In this study, all patients received bilateral TAP blocks under US-guidance via a lateral approach. The procedures were performed by experienced anesthesiologists. According to our institutional protocol, TAP blocks were administered using 0.25% bupivacaine (Buvasin 0.5%, Vem İlaç, Türkiye), with 20 mL injected on each side, for a total of 40 mL of local anesthetic per patient. All patients included in the study underwent the standard procedure used in our routine clinical practice. Each patient received intravenous paracetamol (1 g) and dexketoprofen (50 mg) before extubation. Following extubation, a standardized PCA device was connected to each patient. After extubation, all patients received postoperative analgesia via a PCA pump prepared according to the standard procedure of our clinic. The content of the PCA bag consisted of 300 mg (6 mL) of tramadol diluted with normal saline to a total volume of 150 mL (2 mg/mL tramadol). According to the PCA protocol, patients could receive a 20-mg bolus of tramadol upon request without a continuous background infusion. The daily dose was capped at 400 mg, and the lockout interval was set at 20 minutes. Both pain intensity scores and PCA usage statistics were recorded using the institution’s standardized pain monitoring form.

Exclusion Criteria

Participants were excluded if they had missing data, used the PCA device improperly, had known opioid dependence or tolerance, had the laparoscopic procedure converted to an open procedure, had a history of abdominal surgery, underwent emergency procedures, required intraoperative blood transfusion or inotropic agents, or had preexisting hepatic or renal dysfunction.

Statistical Analysis

The statistical analyses were performed using IBM SPSS Statistics version 27.0 (IBM Corp., Armonk, NY, USA). The normality of continuous data was assessed through the Shapiro-Wilk test. Data conforming to a normal distribution were presented as mean ± standard deviation, while non-normally distributed variables were described using medians with their corresponding minimum and maximum values. Categorical variables were summarized as frequencies and percentages.

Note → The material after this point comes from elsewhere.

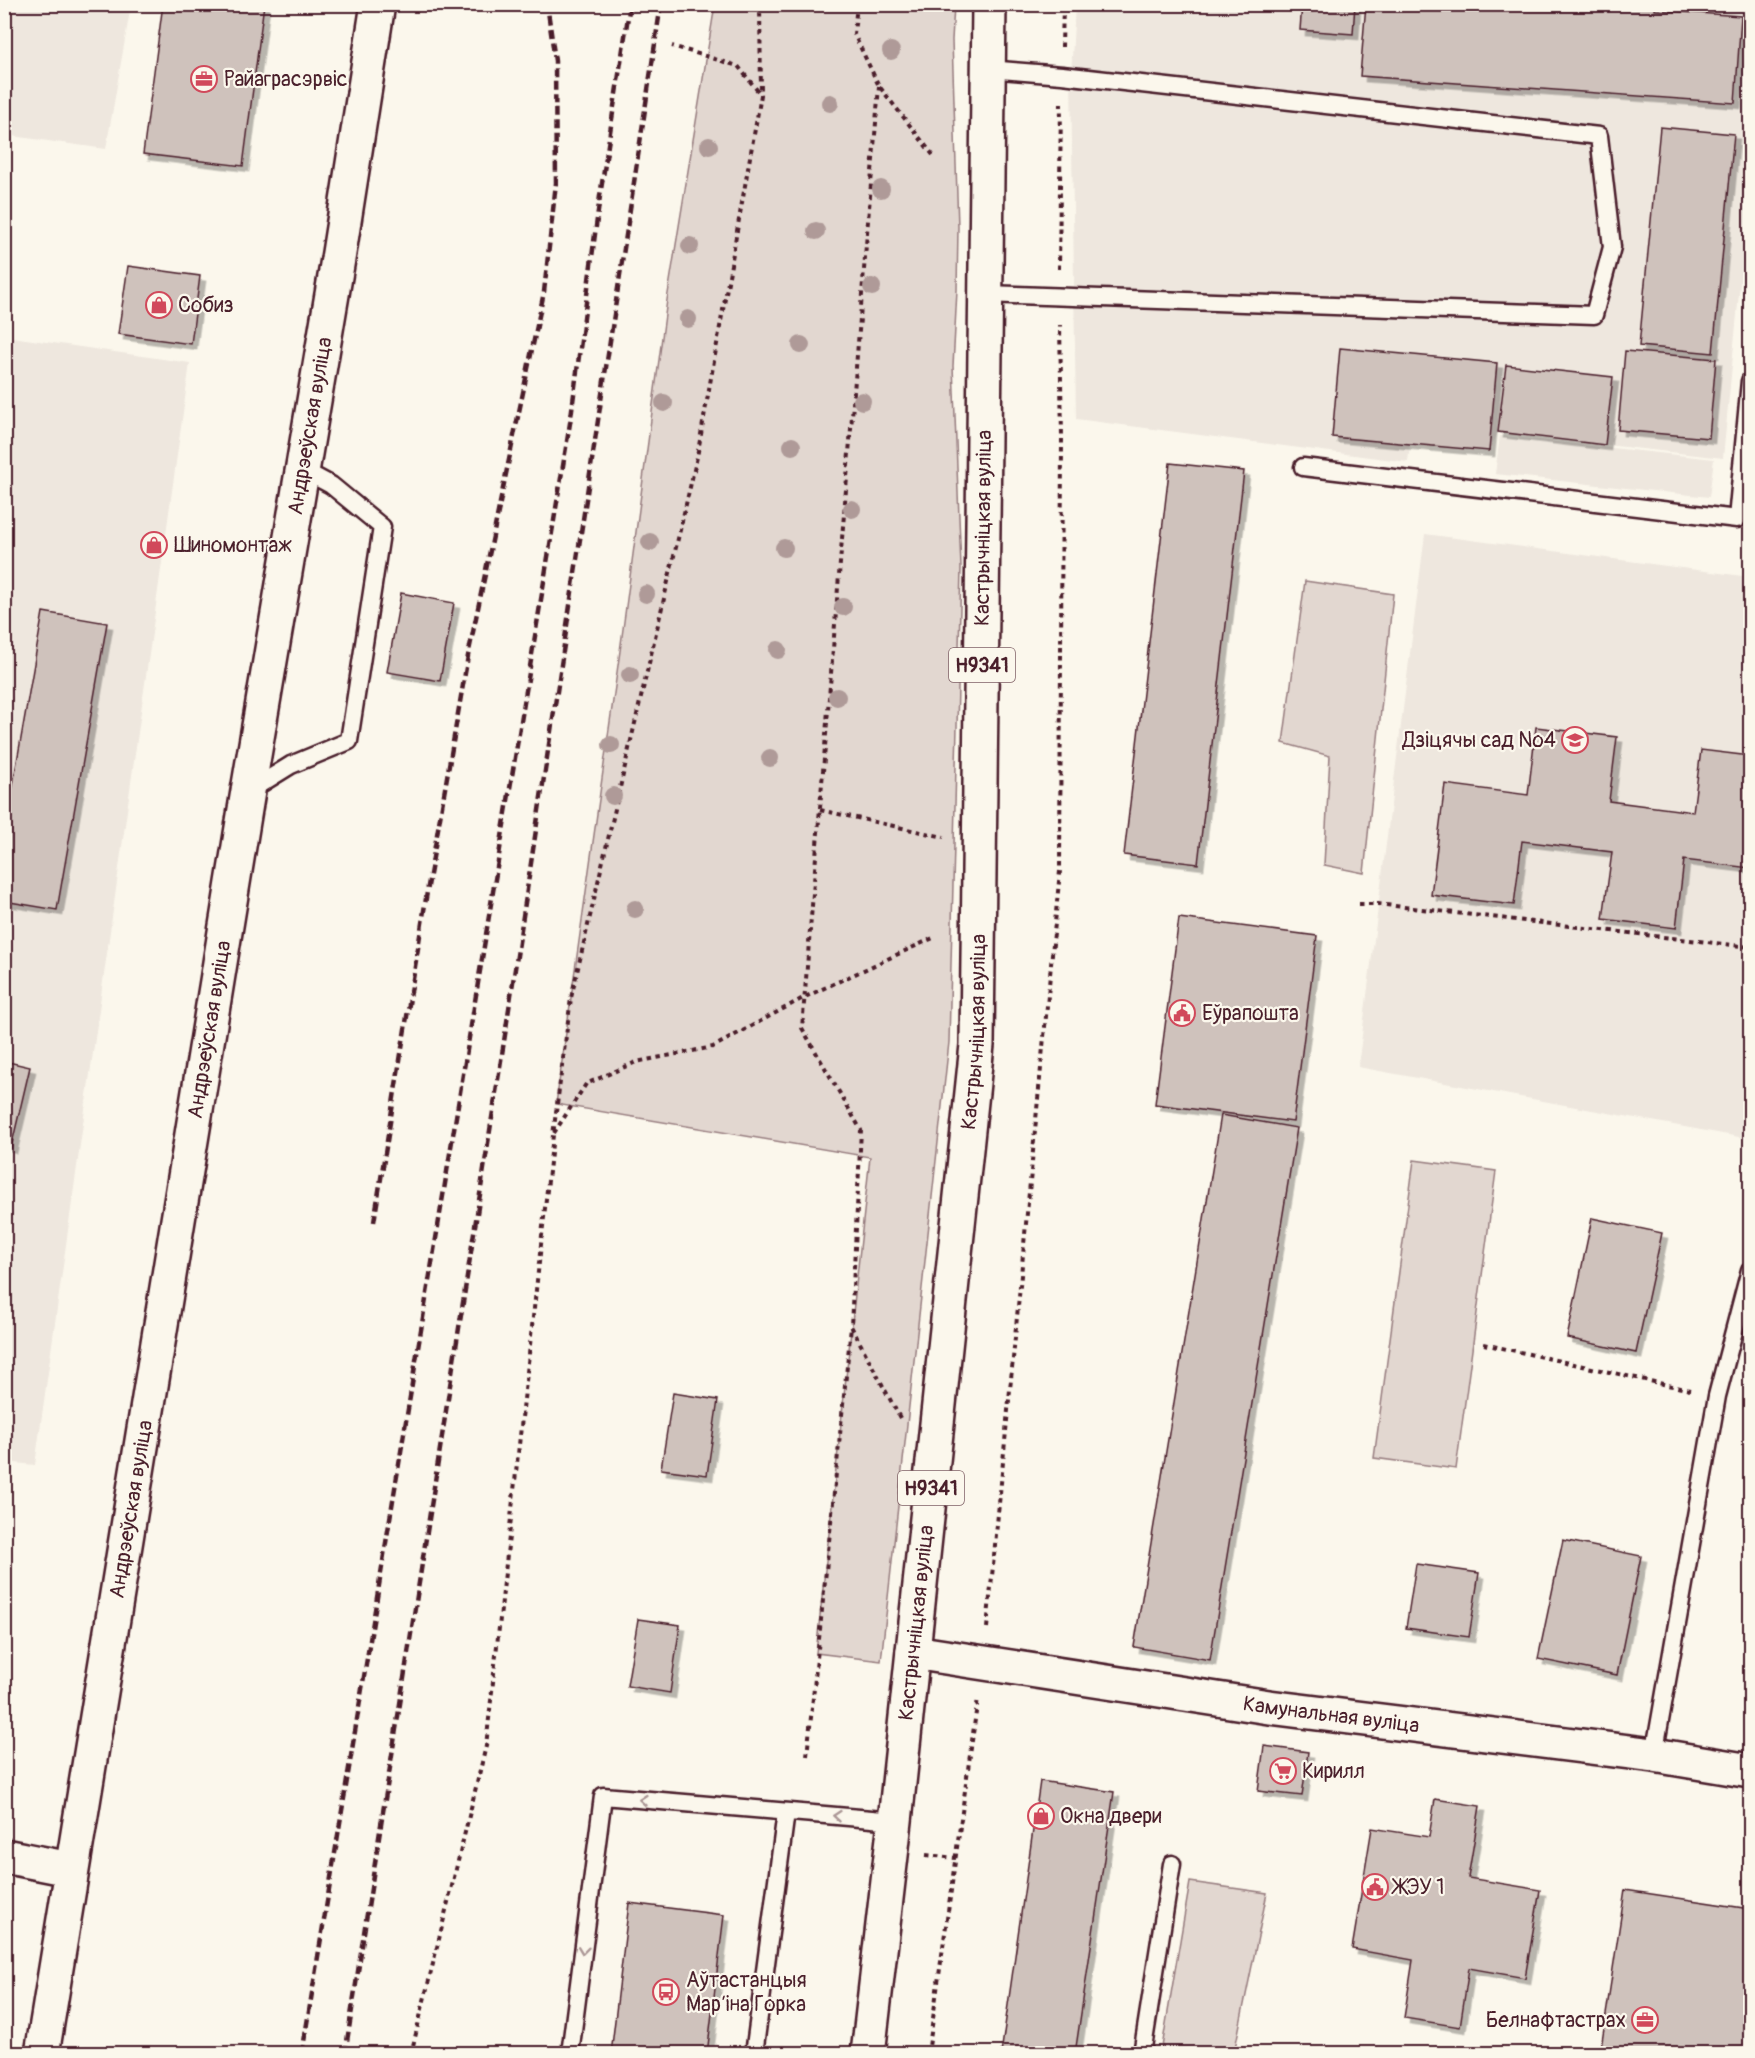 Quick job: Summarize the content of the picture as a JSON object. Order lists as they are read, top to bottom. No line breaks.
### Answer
{"streets":{"main road":["Андрэеўская вуліца","Кастрычніцкая вуліца","Н9341","Камунальная вуліца"]},"crossings":[["Кастрычніцкая вуліца","Камунальная вуліца"]],"places":{"office":["Райаграсэрвіс","Белнафтастрах"],"shop":["Собиз","Шиномонтаж","Окна двери"],"school or university":["Дзіцячы сад №4"],"public building":["Еўрапошта","ЖЭУ 1"],"supermarket":["Кирилл"],"bus stop":["Аўтастанцыя Марʼіна Горка"]}}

Depending on the distribution characteristics, different statistical tests were employed for group comparisons. Variables with a normal distribution were analyzed using the independent t-test, whereas variables that did not follow a normal distribution were analyzed using the Mann-Whitney U test. For categorical comparisons, either Fisher’s exact test or Pearson’s chi-square test was applied as appropriate.

Results

The study population comprised 75 individuals, 35 of whom were assigned to Group 1. No statistically significant differences were observed between the groups with respect to ASA status, body mass index, duration of surgery, patient age, and gender distribution (p>0.05) (Table 1). No substantial variation in intraoperative heart rate or in mean arterial pressure was observed between the two groups (p>0.05) (Graphic 1). Regarding intraoperative remifentanil consumption, the mean values were 86.11±153 mcg in Group 1 and 446.7±632 mcg in Group 2, indicating significantly higher consumption in Group 2 (p=0.001).

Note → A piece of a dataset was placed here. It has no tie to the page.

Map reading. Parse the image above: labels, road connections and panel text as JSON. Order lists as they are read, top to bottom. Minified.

Statistical analysis revealed a clear disparity in postoperative pain levels across the study cohorts. At rest, Group 2 reported considerably pain levels than Group 1 at both the immediate (0-hour) and 1-hour time points following surgery (p<0.001 and p=0.005, respectively; Table 2). A similar pattern was observed during coughing, where Group 2 again reported higher pain scores at the same time intervals (p<0.001 and p=0.006, respectively; Table 3). No statistically significant differences were identified between the groups at subsequent time points, either at rest or during coughing (p>0.05).

Analysis of PCA-device data revealed comparable results across groups in terms of analgesic request frequency, bolus administrations, and total analgesic use during the first 24 hours (p>0.05; Table 4).

However, analysis of additional opioid administration beyond PCA revealed that patients in Group 2 had significantly higher opioid requirements at 0 and 1 hours postoperatively (p=0.036 and p=0.040, respectively; Table 5).

Assessment of nausea and vomiting following surgery indicated a higher incidence of nausea in Group 2 at the second hour (p=0.040; Table 6). Despite this, no significant difference between groups was observed in the frequency of postoperative vomiting (p>0.05).

Discussion

Our findings suggest that administering a bilateral TAP block under US guidance at different time points notably affects early postoperative outcomes after laparoscopic cholecystectomy. Individuals who received a TAP block before surgery reported lower pain levels at 0 and 1 hour after the operation, compared with those who received the block postoperatively. Moreover, patients in the preoperative TAP block group required significantly less remifentanil during surgery. In addition, the use of intravenous rescue opioids was markedly reduced in this group.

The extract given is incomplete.